> Assignment:
How many lines in the listing below include the word "white"? Reply with the count alone.

> Records shown:
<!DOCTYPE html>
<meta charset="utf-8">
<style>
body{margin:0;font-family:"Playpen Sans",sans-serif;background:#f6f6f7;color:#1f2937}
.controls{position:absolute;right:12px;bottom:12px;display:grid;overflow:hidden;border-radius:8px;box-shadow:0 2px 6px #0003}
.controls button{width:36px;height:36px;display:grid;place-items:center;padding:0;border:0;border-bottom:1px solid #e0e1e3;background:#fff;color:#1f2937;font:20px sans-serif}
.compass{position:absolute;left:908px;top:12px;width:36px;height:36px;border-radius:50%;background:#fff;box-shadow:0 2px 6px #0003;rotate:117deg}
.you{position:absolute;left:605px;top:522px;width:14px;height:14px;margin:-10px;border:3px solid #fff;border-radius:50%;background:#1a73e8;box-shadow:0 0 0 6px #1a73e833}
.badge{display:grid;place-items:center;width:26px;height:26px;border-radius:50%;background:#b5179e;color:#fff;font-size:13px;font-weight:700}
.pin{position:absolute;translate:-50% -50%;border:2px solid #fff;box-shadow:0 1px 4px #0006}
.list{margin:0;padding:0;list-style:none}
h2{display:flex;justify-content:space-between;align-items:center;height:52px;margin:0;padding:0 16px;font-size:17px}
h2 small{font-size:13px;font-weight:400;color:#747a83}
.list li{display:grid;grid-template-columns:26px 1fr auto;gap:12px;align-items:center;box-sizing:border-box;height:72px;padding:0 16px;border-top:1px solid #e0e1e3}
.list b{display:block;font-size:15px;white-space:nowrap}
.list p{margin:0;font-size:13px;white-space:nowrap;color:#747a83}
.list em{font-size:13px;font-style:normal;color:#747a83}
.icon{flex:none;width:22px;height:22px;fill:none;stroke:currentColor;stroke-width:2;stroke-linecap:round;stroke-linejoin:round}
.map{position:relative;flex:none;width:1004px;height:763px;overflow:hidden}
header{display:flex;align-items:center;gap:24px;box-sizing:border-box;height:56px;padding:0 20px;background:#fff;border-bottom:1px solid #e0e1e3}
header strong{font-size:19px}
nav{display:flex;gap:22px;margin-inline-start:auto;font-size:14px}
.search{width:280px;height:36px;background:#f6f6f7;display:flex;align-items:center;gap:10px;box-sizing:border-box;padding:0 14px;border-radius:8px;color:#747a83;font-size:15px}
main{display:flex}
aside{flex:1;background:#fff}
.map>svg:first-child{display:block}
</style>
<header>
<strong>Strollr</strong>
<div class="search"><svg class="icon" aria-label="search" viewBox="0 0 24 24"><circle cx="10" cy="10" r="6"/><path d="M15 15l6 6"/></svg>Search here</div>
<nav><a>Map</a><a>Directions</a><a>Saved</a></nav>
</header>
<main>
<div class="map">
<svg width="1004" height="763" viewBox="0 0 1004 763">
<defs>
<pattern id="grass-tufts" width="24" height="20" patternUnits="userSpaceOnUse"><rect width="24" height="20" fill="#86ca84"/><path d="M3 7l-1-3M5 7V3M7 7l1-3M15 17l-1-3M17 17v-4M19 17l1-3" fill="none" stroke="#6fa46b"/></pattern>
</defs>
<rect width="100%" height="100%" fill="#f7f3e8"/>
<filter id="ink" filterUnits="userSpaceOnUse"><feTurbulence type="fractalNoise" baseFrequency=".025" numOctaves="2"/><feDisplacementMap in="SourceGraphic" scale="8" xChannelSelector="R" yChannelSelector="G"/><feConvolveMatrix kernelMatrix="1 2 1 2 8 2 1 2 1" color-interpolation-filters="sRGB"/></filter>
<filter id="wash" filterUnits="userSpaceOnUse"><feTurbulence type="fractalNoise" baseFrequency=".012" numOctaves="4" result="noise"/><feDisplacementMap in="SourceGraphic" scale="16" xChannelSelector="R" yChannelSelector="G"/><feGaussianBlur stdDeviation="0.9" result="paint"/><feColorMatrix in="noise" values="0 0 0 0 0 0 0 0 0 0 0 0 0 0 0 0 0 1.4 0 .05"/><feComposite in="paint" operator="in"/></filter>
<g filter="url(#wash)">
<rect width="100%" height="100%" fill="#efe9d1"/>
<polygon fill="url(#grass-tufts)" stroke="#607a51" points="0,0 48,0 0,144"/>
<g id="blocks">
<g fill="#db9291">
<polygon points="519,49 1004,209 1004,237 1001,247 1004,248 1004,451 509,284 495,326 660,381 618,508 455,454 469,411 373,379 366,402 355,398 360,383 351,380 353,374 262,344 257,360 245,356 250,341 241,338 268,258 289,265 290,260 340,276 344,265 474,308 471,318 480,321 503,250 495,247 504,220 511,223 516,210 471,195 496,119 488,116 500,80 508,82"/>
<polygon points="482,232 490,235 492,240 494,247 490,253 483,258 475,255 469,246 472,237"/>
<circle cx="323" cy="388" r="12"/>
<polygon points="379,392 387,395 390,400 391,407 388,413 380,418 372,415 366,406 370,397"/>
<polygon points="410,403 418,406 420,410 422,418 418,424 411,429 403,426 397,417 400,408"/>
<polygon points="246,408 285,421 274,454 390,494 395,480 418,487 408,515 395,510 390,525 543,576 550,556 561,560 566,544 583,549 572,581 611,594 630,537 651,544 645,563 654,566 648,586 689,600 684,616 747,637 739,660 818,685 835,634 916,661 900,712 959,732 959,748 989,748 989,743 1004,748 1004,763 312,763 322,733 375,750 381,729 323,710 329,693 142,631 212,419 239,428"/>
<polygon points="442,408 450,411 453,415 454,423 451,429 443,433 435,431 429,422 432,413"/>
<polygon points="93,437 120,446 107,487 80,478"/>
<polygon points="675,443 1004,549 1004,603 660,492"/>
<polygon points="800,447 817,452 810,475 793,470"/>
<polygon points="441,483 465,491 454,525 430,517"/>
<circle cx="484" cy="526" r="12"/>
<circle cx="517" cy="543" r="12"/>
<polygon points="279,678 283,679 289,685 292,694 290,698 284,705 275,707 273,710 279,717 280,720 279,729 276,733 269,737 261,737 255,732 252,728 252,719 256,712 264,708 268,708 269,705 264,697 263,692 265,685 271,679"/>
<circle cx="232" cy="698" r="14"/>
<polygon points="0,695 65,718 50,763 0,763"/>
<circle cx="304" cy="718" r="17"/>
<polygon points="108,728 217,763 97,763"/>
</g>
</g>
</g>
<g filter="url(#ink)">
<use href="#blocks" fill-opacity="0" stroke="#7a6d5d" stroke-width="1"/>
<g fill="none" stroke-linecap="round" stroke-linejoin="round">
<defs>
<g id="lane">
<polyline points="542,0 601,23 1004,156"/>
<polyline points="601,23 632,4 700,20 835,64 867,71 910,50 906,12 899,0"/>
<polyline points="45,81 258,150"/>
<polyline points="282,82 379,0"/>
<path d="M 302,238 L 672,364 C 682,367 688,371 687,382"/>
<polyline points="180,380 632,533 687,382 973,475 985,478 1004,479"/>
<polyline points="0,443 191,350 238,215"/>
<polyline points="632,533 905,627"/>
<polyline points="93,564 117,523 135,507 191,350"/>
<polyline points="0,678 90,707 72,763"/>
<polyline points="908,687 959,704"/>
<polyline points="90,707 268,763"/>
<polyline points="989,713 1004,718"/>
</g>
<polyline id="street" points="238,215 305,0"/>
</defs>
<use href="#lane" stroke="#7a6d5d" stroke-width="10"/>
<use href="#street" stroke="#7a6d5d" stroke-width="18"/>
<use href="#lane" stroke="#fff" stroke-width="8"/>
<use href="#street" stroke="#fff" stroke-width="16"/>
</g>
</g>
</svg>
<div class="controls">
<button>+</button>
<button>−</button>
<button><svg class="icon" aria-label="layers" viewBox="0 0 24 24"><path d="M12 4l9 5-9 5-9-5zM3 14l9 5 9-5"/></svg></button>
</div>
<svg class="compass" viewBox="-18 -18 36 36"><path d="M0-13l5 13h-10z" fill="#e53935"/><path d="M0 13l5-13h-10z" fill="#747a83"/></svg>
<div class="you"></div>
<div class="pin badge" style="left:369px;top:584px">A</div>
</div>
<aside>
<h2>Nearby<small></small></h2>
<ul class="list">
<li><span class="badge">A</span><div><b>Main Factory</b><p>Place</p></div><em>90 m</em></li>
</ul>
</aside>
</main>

> Solution:
2